**INSTRUCTIONS TO FOLLOW**
Write out every line below that includes the word "roads".

**INFORMATION GIVEN**

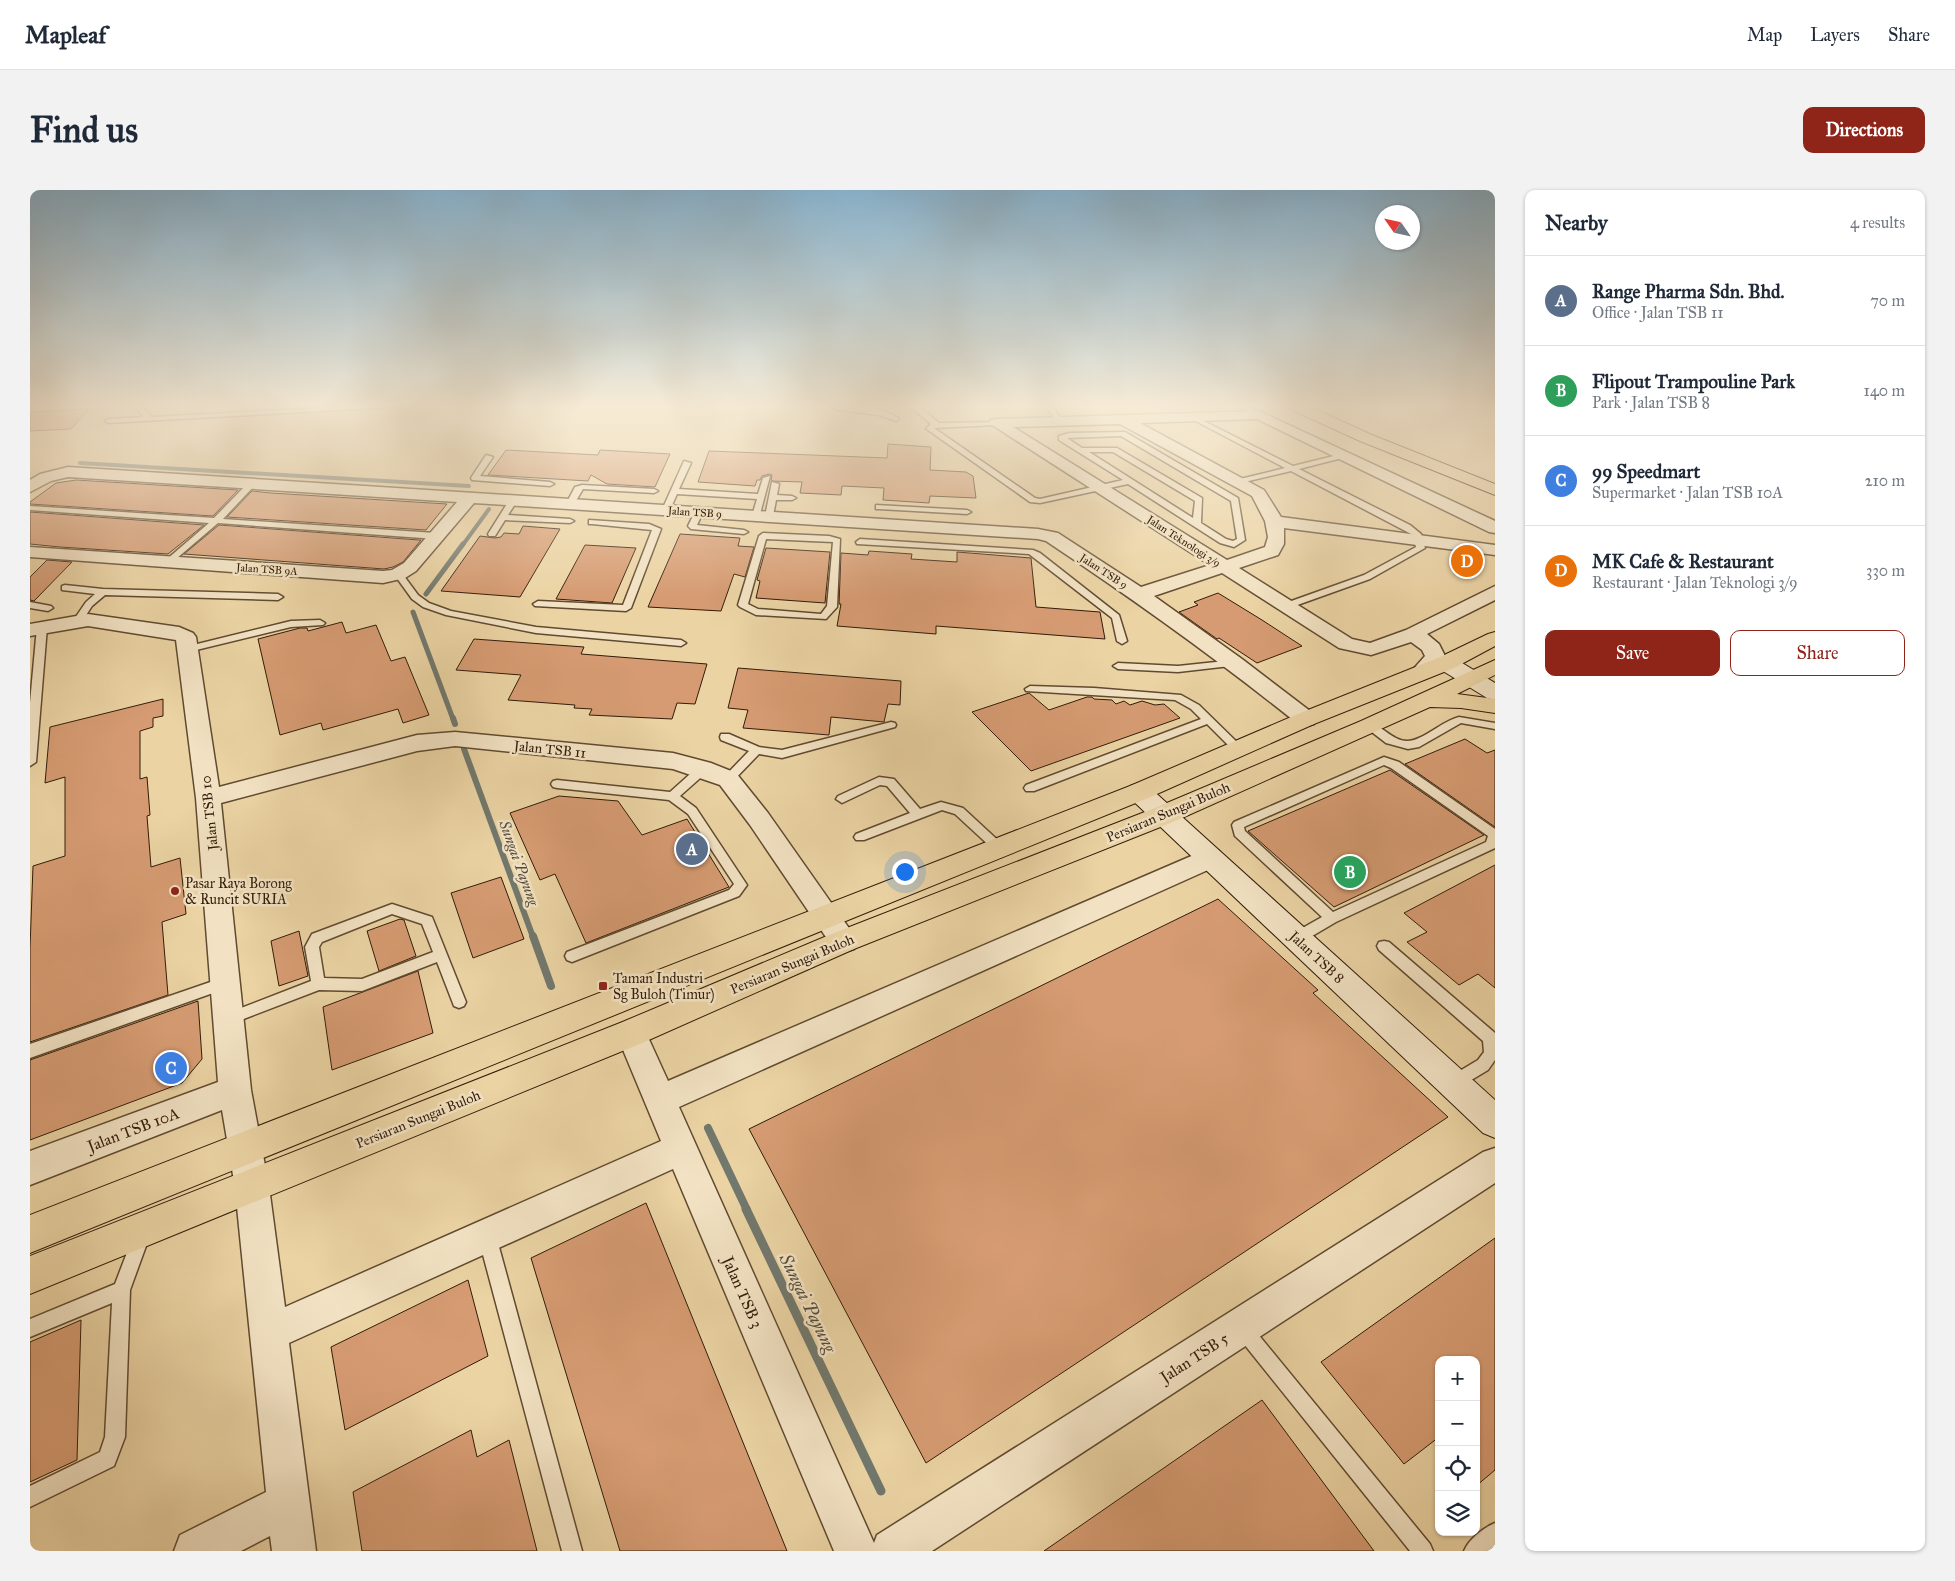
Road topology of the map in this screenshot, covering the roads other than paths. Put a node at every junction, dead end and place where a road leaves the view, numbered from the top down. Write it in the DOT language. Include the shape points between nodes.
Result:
graph roads {
  1 [pos="481,470"];
  2 [pos="685,470"];
  3 [pos="989,470"];
  4 [pos="1072,470"];
  5 [pos="1112,470"];
  6 [pos="1163,470"];
  7 [pos="1166,470"];
  8 [pos="1178,470"];
  9 [pos="1215,470"];
  10 [pos="1285,470"];
  11 [pos="1294,470"];
  12 [pos="1374,470"];
  13 [pos="1445,470"];
  14 [pos="1169,472"];
  15 [pos="767,478"];
  16 [pos="1130,481"];
  17 [pos="1239,482"];
  18 [pos="550,484"];
  19 [pos="775,484"];
  20 [pos="251,485"];
  21 [pos="30,487"];
  22 [pos="1102,488"];
  23 [pos="1495,490"];
  24 [pos="654,491"];
  25 [pos="675,491"];
  26 [pos="528,494"];
  27 [pos="761,497"];
  28 [pos="772,497"];
  29 [pos="469,498"];
  30 [pos="792,498"];
  31 [pos="880,507"];
  32 [pos="30,508"];
  33 [pos="662,510"];
  34 [pos="699,512"];
  35 [pos="967,512"];
  36 [pos="571,515"];
  37 [pos="503,516"];
  38 [pos="762,516"];
  39 [pos="830,520"];
  40 [pos="216,521"];
  41 [pos="1274,521"];
  42 [pos="592,522"];
  43 [pos="939,522"];
  44 [pos="1197,524"];
  45 [pos="649,526"];
  46 [pos="1495,528"];
  47 [pos="744,532"];
  48 [pos="492,534"];
  49 [pos="436,536"];
  50 [pos="829,539"];
  51 [pos="1419,541"];
  52 [pos="860,542"];
  53 [pos="950,546"];
  54 [pos="1495,550"];
  55 [pos="30,552"];
  56 [pos="168,562"];
  57 [pos="1224,567"];
  58 [pos="398,574"];
  59 [pos="65,588"];
  60 [pos="103,592"];
  61 [pos="1495,592"];
  62 [pos="1139,594"];
  63 [pos="278,597"];
  64 [pos="538,604"];
  65 [pos="30,605"];
  66 [pos="1286,606"];
  67 [pos="78,620"];
  68 [pos="40,621"];
  69 [pos="320,623"];
  70 [pos="1413,634"];
  71 [pos="1495,638"];
  72 [pos="1122,641"];
  73 [pos="682,643"];
  74 [pos="188,649"];
  75 [pos="1235,663"];
  76 [pos="1446,664"];
  77 [pos="1118,666"];
  78 [pos="1495,667"];
  79 [pos="1472,679"];
  80 [pos="1423,687"];
  81 [pos="1030,689"];
  82 [pos="1495,693"];
  83 [pos="1495,706"];
  84 [pos="1306,719"];
  85 [pos="1208,720"];
  86 [pos="891,725"];
  87 [pos="1368,726"];
  88 [pos="1495,726"];
  89 [pos="725,737"];
  90 [pos="1238,748"];
  91 [pos="758,750"];
  92 [pos="30,756"];
  93 [pos="30,762"];
  94 [pos="702,769"];
  95 [pos="728,779"];
  96 [pos="557,784"];
  97 [pos="1030,788"];
  98 [pos="1138,792"];
  99 [pos="672,796"];
  100 [pos="208,798"];
  101 [pos="842,799"];
  102 [pos="918,815"];
  103 [pos="1164,815"];
  104 [pos="860,837"];
  105 [pos="998,847"];
  106 [pos="1210,858"];
  107 [pos="826,915"];
  108 [pos="1331,918"];
  109 [pos="1297,938"];
  110 [pos="844,941"];
  111 [pos="1384,946"];
  112 [pos="441,955"];
  113 [pos="572,956"];
  114 [pos="225,983"];
  115 [pos="318,984"];
  116 [pos="459,1002"];
  117 [pos="228,1018"];
  118 [pos="630,1033"];
  119 [pos="1494,1048"];
  120 [pos="30,1050"];
  121 [pos="1453,1083"];
  122 [pos="235,1090"];
  123 [pos="660,1100"];
  124 [pos="1495,1122"];
  125 [pos="244,1148"];
  126 [pos="681,1149"];
  127 [pos="1495,1164"];
  128 [pos="30,1168"];
  129 [pos="252,1187"];
  130 [pos="143,1230"];
  131 [pos="30,1234"];
  132 [pos="487,1236"];
  133 [pos="30,1275"];
  134 [pos="121,1290"];
  135 [pos="1241,1327"];
  136 [pos="30,1328"];
  137 [pos="269,1333"];
  138 [pos="30,1497"];
  139 [pos="289,1503"];
  140 [pos="1495,1533"];
  141 [pos="196,1551"];
  142 [pos="294,1551"];
  143 [pos="572,1551"];
  144 [pos="856,1551"];
  145 [pos="893,1551"];
  146 [pos="1423,1551"];
  147 [pos="1474,1551"];
  1 -- 26 [label="lane" via="475,478"];
  2 -- 25 [label="lane"];
  3 -- 22 [label="lane" via="1033,500"];
  4 -- 22 [label="street, Jalan Teknologi 3/9"];
  5 -- 16 [label="lane"];
  6 -- 14 [label="lane"];
  7 -- 14 [label="lane"];
  8 -- 14 [label="lane"];
  9 -- 17 [label="street, Jalan Teknologi 3/9"];
  10 -- 17 [label="lane"];
  11 -- 51 [label="lane" via="1407,527 1417,534"];
  12 -- 46 [label="street"];
  13 -- 23 [label="main road"];
  14 -- 44 [label="lane" via="1199,500"];
  14 -- 44 [label="lane" via="1235,500 1241,540 1238,543 1228,542"];
  15 -- 27 [label="lane"];
  16 -- 22 [label="lane"];
  16 -- 44 [label="lane"];
  17 -- 41 [label="street, Jalan Teknologi 3/9" via="1264,499"];
  18 -- 26 [label="lane"];
  19 -- 28 [label="lane"];
  20 -- 21 [label="street, Jalan TSB 9" via="68,472 46,477"];
  20 -- 29 [label="street, Jalan TSB 9"];
  20 -- 40 [label="lane"];
  22 -- 57 [label="street, Jalan Teknologi 3/9"];
  24 -- 36 [label="lane" via="582,487 578,489"];
  25 -- 27 [label="lane"];
  25 -- 33 [label="lane"];
  26 -- 29 [label="street, Jalan TSB 9"];
  26 -- 36 [label="street, Jalan TSB 9"];
  26 -- 37 [label="lane"];
  27 -- 38 [label="lane"];
  28 -- 30 [label="lane"];
  28 -- 38 [label="lane"];
  29 -- 49 [label="street"];
  31 -- 43 [label="lane"];
  32 -- 40 [label="lane"];
  33 -- 34 [label="street, Jalan TSB 9"];
  33 -- 36 [label="street, Jalan TSB 9"];
  33 -- 45 [label="lane"];
  34 -- 38 [label="street, Jalan TSB 9"];
  34 -- 47 [label="lane" via="694,527"];
  35 -- 43 [label="lane"];
  36 -- 37 [label="lane"];
  37 -- 48 [label="lane"];
  38 -- 39 [label="street, Jalan TSB 9"];
  39 -- 43 [label="street, Jalan TSB 9"];
  39 -- 50 [label="lane"];
  40 -- 49 [label="lane"];
  40 -- 56 [label="lane"];
  41 -- 51 [label="street"];
  41 -- 57 [label="street, Jalan Teknologi 3/9" via="1276,546 1272,551"];
  42 -- 45 [label="lane"];
  43 -- 53 [label="lane"];
  43 -- 62 [label="street, Jalan TSB 9" via="1028,532 1052,538"];
  45 -- 64 [label="lane" via="657,529 626,608"];
  49 -- 58 [label="street" via="410,567"];
  50 -- 50 [label="lane" via="837,541 832,608 827,615 756,612 743,606 763,536"];
  51 -- 54 [label="street"];
  51 -- 66 [label="lane" via="1421,548 1366,577"];
  52 -- 53 [label="lane"];
  53 -- 72 [label="lane" via="1030,552 1116,617"];
  55 -- 56 [label="street, Jalan TSB 9A"];
  56 -- 58 [label="street, Jalan TSB 9A" via="383,578"];
  57 -- 62 [label="street"];
  57 -- 66 [label="street, Jalan Teknologi 3/9"];
  58 -- 73 [label="lane" via="415,597 426,605 449,613 536,630"];
  59 -- 60 [label="lane"];
  60 -- 63 [label="lane"];
  60 -- 67 [label="lane"];
  61 -- 70 [label="street, Jalan Teknologi 3/9"];
  62 -- 75 [label="street, Jalan TSB 9"];
  65 -- 68 [label="lane"];
  66 -- 70 [label="street, Jalan Teknologi 3/9" via="1346,644 1357,647 1371,650"];
  67 -- 68 [label="street"];
  67 -- 74 [label="street" via="179,633 186,637"];
  68 -- 92 [label="lane"];
  69 -- 74 [label="lane" via="290,624"];
  70 -- 80 [label="street" via="1433,650 1435,656"];
  71 -- 76 [label="main road, Persiaran Sungai Buloh"];
  74 -- 100 [label="street, Jalan TSB 10"];
  75 -- 77 [label="lane" via="1178,669"];
  75 -- 84 [label="street, Jalan TSB 9"];
  76 -- 79 [label="street"];
  76 -- 80 [label="main road, Persiaran Sungai Buloh"];
  78 -- 79 [label="main road, Persiaran Sungai Buloh"];
  79 -- 80 [label="main road, Persiaran Sungai Buloh"];
  79 -- 82 [label="street"];
  80 -- 83 [label="main road" via="1461,701"];
  80 -- 84 [label="main road, Persiaran Sungai Buloh"];
  80 -- 87 [label="main road, Persiaran Sungai Buloh"];
  81 -- 85 [label="lane" via="1177,697 1195,707"];
  84 -- 90 [label="main road, Persiaran Sungai Buloh"];
  85 -- 90 [label="lane"];
  85 -- 97 [label="lane"];
  86 -- 91 [label="lane" via="782,754"];
  87 -- 88 [label="lane" via="1397,745 1406,746 1459,720"];
  87 -- 103 [label="main road, Persiaran Sungai Buloh"];
  89 -- 91 [label="lane"];
  90 -- 98 [label="main road, Persiaran Sungai Buloh"];
  91 -- 95 [label="lane"];
  92 -- 93 [label="lane"];
  94 -- 95 [label="street, Jalan TSB 11"];
  94 -- 99 [label="lane"];
  94 -- 100 [label="street, Jalan TSB 11" via="673,761 454,739 417,743"];
  95 -- 107 [label="street"];
  96 -- 99 [label="lane"];
  98 -- 103 [label="street, Jalan TSB 8"];
  98 -- 105 [label="main road, Persiaran Sungai Buloh"];
  99 -- 113 [label="lane" via="692,811 741,885 734,893"];
  100 -- 114 [label="street, Jalan TSB 10"];
  101 -- 102 [label="lane" via="879,781 890,782"];
  102 -- 104 [label="lane"];
  102 -- 105 [label="lane" via="941,806 958,811"];
  103 -- 106 [label="street, Jalan TSB 8"];
  103 -- 110 [label="main road, Persiaran Sungai Buloh"];
  105 -- 107 [label="main road, Persiaran Sungai Buloh"];
  106 -- 109 [label="street, Jalan TSB 8"];
  106 -- 123 [label="street"];
  107 -- 110 [label="street"];
  107 -- 125 [label="main road, Persiaran Sungai Buloh"];
  108 -- 108 [label="lane" via="1491,845 1494,834 1395,765 1384,761 1238,825 1239,833"];
  108 -- 109 [label="lane"];
  109 -- 121 [label="street, Jalan TSB 8"];
  110 -- 118 [label="main road, Persiaran Sungai Buloh"];
  111 -- 119 [label="lane" via="1490,1038"];
  112 -- 115 [label="lane" via="362,985"];
  112 -- 115 [label="lane" via="427,921 392,909 317,938 312,946"];
  112 -- 116 [label="lane"];
  114 -- 117 [label="street, Jalan TSB 10"];
  114 -- 120 [label="lane"];
  115 -- 117 [label="lane"];
  117 -- 122 [label="street, Jalan TSB 10"];
  118 -- 123 [label="street, Jalan TSB 3"];
  118 -- 129 [label="main road, Persiaran Sungai Buloh"];
  119 -- 121 [label="lane" via="1483,1065"];
  121 -- 124 [label="street, Jalan TSB 8"];
  122 -- 125 [label="street, Jalan TSB 10"];
  122 -- 128 [label="street, Jalan TSB 10A"];
  123 -- 126 [label="street, Jalan TSB 3"];
  125 -- 129 [label="street, Jalan TSB 10"];
  125 -- 131 [label="main road, Persiaran Sungai Buloh"];
  126 -- 132 [label="street"];
  126 -- 144 [label="street, Jalan TSB 3"];
  127 -- 135 [label="street, Jalan TSB 5"];
  129 -- 130 [label="main road, Persiaran Sungai Buloh"];
  129 -- 137 [label="street, Jalan TSB 10"];
  130 -- 133 [label="main road, Persiaran Sungai Buloh"];
  130 -- 134 [label="lane"];
  132 -- 137 [label="street"];
  132 -- 143 [label="lane"];
  134 -- 136 [label="lane"];
  134 -- 138 [label="lane" via="114,1437 107,1459"];
  135 -- 145 [label="street, Jalan TSB 5"];
  135 -- 146 [label="lane"];
  137 -- 139 [label="street, Jalan TSB 10"];
  139 -- 141 [label="street"];
  139 -- 142 [label="street, Jalan TSB 10"];
  140 -- 147 [label="lane"];
}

**SOLUTION TO THE PROBLEM**
Road topology of the map in this screenshot, covering the roads other than paths. Put a node at every junction, dead end and place where a road leaves the view, numbered from the top down. Write it in the DOT language. Include the shape points between nodes.
graph roads {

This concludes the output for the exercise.